Last week, Andrew Coyne argued against governments in Canada using the notwithstanding clause to override certain Charter provisions.  Though it has rarely been invoked over the last 35 years – and never by Ottawa  – his main objection is that it dilutes the rights and freedoms promised by our constitution. And he worries about repeated use becoming easier and easier with each transgression: 

Notwithstanding is not the emergency safety valve its advocates pretend, but a bottle marked “drink me”: its existence is a standing invitation to use it. Even in repose it is a silent rebuke to the Charter, for it suggests that its guarantees are not guarantees at all, but merely guidelines, contingent at all times on the mood of the government of the day.

Léonid Sirota also took on the issue, jumping off a recent Saskatchewan decision, which found that the province’s funding of non-Catholic students in Catholic schools violated religious liberty and equality guarantees. The province’s premier, Brad Wall, promised to override the Charter to keep the funding in place.  Sirota calls out his government for being hypocritical on two counts; first, it is the one responsible for limiting school choice in the first place by failing to fund rural schools properly, and second, it has options, albeit costly ones, that are not offside constitutionally.  Ultimately, Sirota charges, the province is driven by narrow fiscal considerations:

As this case demonstrates, real-life governments are largely uninterested in thinking about constitutional rights. If they are allowed to disregard judicial decisions, they will not engage in serious deliberation themselves. They will press ahead with their political objectives, sloganeering and lying along the way. I have said this before ― in the face of judicial decisions with which I virulently disagreed ― and I say so again: if we are serious about constitutionally entrenched rights, we are better off with a categorical presumption against allowing legislatures to resort to the “notwithstanding clause”.
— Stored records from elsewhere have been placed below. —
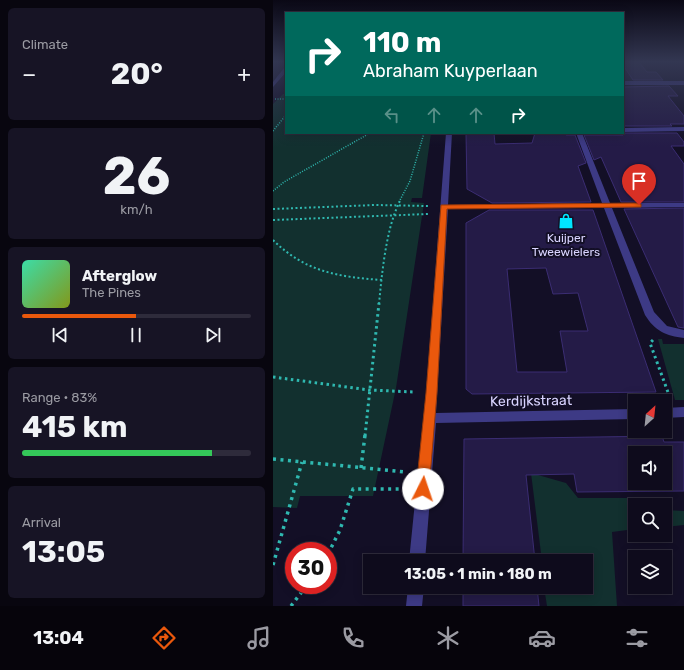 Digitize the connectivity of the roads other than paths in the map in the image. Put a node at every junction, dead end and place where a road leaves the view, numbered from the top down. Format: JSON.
{"nodes":[{"id":1,"x":684,"y":129,"type":"edge"},
{"id":2,"x":624,"y":130,"type":"edge"},
{"id":3,"x":449,"y":134,"type":"edge"},
{"id":4,"x":579,"y":134,"type":"edge"},
{"id":5,"x":684,"y":205,"type":"edge"},
{"id":6,"x":608,"y":206,"type":"junction"},
{"id":7,"x":444,"y":210,"type":"junction"},
{"id":8,"x":684,"y":334,"type":"edge"},
{"id":9,"x":628,"y":414,"type":"edge"},
{"id":10,"x":429,"y":418,"type":"junction"},
{"id":11,"x":418,"y":554,"type":"edge"},
{"id":12,"x":415,"y":594,"type":"edge"},
{"id":13,"x":414,"y":606,"type":"edge"}],
"edges":[{"from":1,"to":2,"type":"street"},
{"from":3,"to":7,"type":"street"},
{"from":4,"to":6,"type":"street"},
{"from":5,"to":6,"type":"street"},
{"from":6,"to":7,"type":"street"},
{"from":6,"to":8,"type":"street"},
{"from":7,"to":10,"type":"street"},
{"from":9,"to":10,"type":"street","name":"Kerdijkstraat"},
{"from":10,"to":11,"type":"street"},
{"from":12,"to":13,"type":"street"}]}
But Gerard Kennedy pushes back against the two, pointing to the impracticalities resulting from certain court rulings:

But one should not be too swift to condemn the Wall government’s invocation of the notwithstanding clause. The declaration of invalidity gives parents and policymakers only a year of certainty. Invoking the notwithstanding clause gives five years. As such, the Catholic school board’s choice to appeal Justice Layh’s decision is appropriate as supplementary, rather than alterative, to the invocation of the notwithstanding clause. This gives both the certain “five-year stability” of the notwithstanding clause, and the potential “permanent stability” of the appeal. The appeal may technically be moot but given the importance of the issues, appellate courts will very likely hear it.